Stored records:
########################################
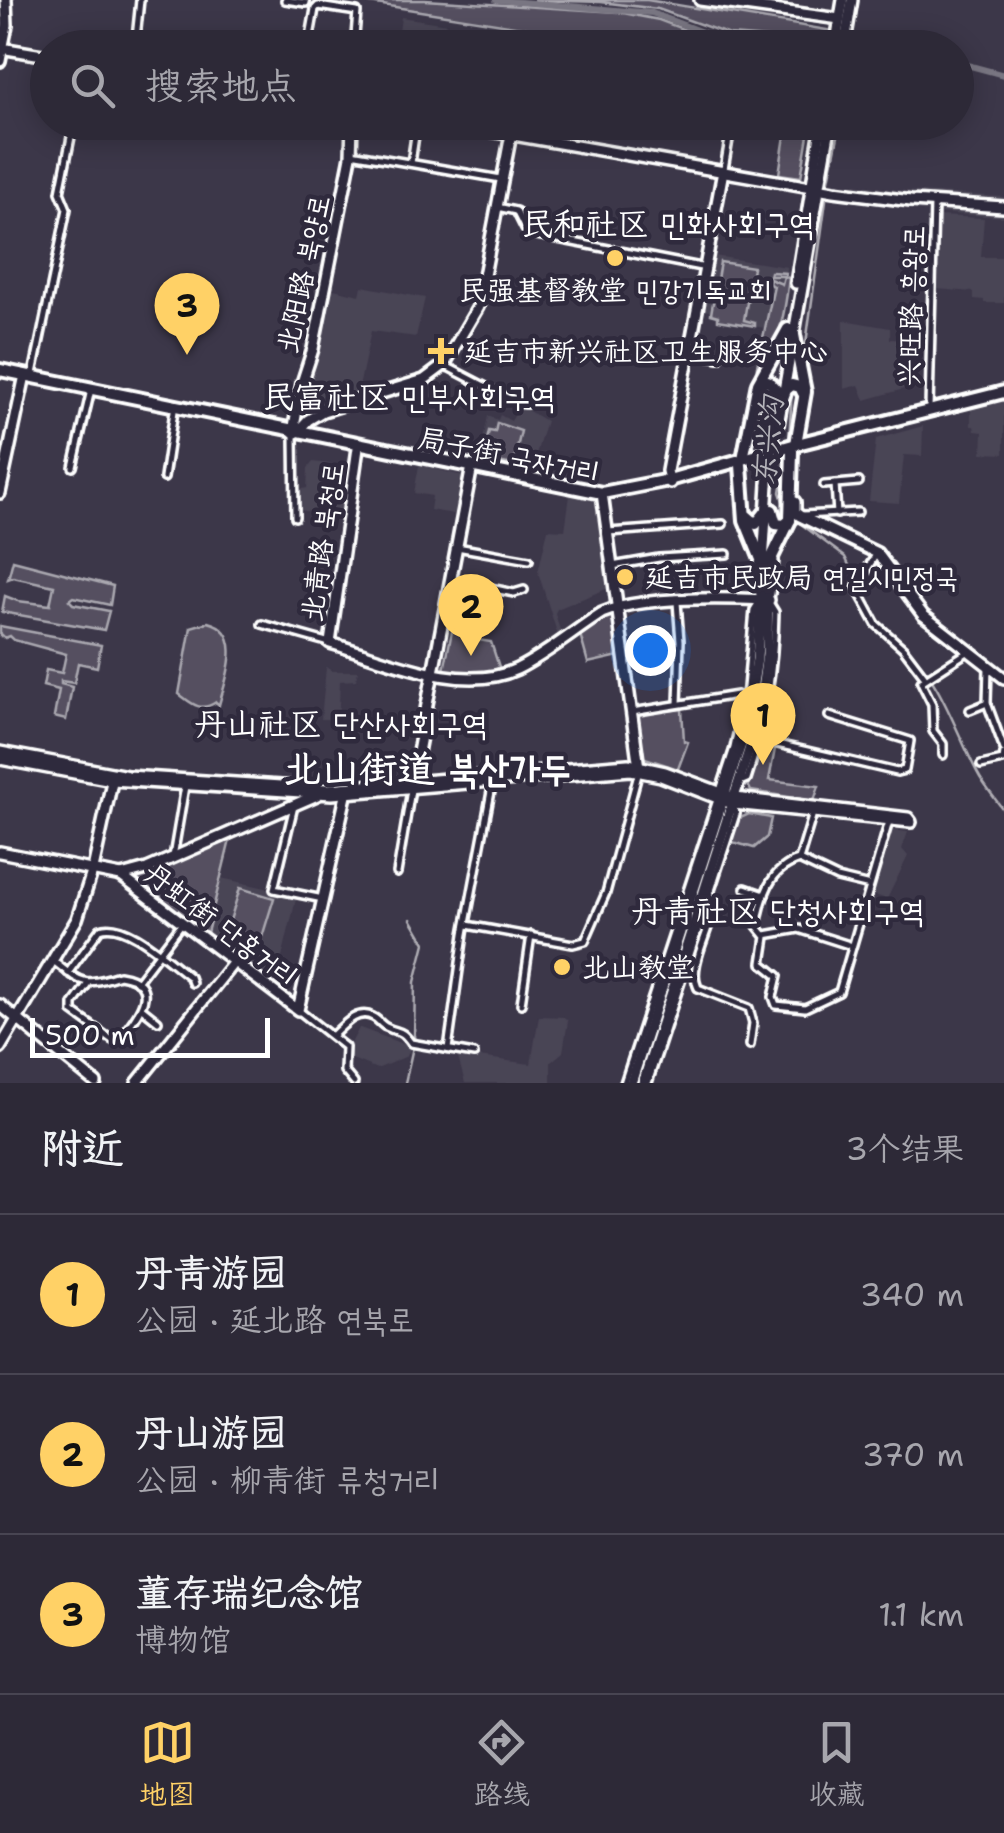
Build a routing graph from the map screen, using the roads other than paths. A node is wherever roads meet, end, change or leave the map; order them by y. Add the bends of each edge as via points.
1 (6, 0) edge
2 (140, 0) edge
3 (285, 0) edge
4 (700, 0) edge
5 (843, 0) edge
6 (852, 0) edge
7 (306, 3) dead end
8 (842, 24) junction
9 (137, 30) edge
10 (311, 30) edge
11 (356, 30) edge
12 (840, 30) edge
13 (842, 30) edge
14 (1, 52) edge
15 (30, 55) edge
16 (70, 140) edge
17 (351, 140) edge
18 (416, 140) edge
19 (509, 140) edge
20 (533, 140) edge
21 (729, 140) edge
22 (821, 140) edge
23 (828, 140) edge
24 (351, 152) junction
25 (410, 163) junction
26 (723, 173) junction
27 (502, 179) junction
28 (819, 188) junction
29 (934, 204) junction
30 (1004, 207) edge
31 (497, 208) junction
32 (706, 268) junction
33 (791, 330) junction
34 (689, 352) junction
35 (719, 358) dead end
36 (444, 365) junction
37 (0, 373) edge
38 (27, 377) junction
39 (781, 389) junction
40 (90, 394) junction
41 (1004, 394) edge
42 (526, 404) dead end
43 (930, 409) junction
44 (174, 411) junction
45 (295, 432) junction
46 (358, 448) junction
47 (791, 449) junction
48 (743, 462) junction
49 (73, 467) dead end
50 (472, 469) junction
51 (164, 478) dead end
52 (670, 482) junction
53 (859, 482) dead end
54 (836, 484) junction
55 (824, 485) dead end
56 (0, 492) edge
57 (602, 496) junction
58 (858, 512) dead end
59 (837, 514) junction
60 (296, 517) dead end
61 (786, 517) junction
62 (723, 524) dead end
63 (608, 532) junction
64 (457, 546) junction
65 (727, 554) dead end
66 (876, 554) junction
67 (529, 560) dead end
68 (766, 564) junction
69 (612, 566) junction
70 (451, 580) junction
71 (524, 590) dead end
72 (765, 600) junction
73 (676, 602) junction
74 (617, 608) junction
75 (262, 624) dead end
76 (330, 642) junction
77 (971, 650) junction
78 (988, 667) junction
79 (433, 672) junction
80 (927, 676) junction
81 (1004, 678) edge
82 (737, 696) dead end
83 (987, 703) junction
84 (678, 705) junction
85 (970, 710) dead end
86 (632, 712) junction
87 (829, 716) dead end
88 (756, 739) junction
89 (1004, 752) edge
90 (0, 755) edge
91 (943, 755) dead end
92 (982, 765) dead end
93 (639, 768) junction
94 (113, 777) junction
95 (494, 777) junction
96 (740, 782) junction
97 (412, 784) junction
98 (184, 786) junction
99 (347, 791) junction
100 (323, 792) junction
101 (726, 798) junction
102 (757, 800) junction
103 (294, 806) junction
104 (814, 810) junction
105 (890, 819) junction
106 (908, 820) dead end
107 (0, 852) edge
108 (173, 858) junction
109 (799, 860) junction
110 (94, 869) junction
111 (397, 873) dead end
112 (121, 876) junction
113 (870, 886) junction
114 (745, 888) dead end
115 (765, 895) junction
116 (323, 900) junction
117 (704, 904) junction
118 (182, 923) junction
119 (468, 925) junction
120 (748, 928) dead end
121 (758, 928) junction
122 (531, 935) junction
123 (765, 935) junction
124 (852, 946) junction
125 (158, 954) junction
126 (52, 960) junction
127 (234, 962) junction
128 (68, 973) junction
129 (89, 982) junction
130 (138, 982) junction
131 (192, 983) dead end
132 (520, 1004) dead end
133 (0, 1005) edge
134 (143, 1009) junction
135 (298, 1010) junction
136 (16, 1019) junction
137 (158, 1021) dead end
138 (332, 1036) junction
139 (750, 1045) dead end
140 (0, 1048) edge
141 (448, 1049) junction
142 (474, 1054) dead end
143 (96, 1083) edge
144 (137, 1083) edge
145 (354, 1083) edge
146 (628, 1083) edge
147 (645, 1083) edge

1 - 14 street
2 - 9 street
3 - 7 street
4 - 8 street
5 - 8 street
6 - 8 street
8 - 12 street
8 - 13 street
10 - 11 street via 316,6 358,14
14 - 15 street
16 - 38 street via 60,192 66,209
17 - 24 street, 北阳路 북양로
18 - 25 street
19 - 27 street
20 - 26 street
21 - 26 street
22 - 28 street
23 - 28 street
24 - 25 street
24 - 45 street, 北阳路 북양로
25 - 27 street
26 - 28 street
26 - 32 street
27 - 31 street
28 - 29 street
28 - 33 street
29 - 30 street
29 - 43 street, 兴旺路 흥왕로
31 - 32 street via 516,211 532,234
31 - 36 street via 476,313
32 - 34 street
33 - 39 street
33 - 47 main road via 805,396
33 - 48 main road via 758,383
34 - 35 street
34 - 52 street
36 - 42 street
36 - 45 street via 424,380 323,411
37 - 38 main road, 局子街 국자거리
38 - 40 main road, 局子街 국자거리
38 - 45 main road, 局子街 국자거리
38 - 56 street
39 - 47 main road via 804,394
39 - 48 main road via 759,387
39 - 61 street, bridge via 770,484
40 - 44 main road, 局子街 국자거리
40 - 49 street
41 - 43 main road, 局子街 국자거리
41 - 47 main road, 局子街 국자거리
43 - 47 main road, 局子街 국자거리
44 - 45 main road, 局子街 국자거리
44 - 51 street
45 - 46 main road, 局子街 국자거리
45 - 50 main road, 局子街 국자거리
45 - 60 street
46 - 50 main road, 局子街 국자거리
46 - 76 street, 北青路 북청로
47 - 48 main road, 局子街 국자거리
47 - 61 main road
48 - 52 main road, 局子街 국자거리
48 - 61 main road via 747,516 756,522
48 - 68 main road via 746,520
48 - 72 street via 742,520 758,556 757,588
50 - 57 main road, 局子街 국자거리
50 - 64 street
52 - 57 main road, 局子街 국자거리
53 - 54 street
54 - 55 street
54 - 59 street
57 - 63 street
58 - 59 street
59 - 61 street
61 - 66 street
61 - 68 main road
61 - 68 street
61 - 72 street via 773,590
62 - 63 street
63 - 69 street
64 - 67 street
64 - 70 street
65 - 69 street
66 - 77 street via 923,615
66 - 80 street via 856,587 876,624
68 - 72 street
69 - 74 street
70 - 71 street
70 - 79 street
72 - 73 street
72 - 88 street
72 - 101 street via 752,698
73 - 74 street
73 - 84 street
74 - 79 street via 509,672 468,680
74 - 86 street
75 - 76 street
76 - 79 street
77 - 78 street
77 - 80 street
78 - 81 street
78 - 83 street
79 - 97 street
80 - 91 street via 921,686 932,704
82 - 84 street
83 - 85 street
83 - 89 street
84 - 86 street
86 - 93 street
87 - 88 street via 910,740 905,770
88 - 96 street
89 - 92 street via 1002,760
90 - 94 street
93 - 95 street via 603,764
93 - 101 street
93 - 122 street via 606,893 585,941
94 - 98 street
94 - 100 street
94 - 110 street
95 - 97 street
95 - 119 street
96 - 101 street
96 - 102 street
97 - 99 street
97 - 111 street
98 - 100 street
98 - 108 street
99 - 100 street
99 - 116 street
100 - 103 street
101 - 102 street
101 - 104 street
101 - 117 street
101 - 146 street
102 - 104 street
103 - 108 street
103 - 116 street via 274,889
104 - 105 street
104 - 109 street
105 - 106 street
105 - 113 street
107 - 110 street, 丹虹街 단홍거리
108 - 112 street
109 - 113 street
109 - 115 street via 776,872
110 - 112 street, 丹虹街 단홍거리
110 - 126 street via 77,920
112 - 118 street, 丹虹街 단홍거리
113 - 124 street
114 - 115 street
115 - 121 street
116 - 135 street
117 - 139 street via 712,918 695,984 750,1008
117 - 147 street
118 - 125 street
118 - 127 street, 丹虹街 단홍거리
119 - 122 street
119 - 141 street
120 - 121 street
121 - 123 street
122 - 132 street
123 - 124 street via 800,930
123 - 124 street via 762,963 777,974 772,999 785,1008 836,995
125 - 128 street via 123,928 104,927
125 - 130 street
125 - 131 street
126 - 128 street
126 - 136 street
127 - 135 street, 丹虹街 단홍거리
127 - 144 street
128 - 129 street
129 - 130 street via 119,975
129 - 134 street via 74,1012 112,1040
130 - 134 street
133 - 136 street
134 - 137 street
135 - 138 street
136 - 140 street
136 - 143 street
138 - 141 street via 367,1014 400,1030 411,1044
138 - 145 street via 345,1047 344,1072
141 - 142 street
########################################
Among the lines of the data, identify those with the word "단홍거리". Copy each of them.

107 - 110 street, 丹虹街 단홍거리
110 - 112 street, 丹虹街 단홍거리
112 - 118 street, 丹虹街 단홍거리
118 - 127 street, 丹虹街 단홍거리
127 - 135 street, 丹虹街 단홍거리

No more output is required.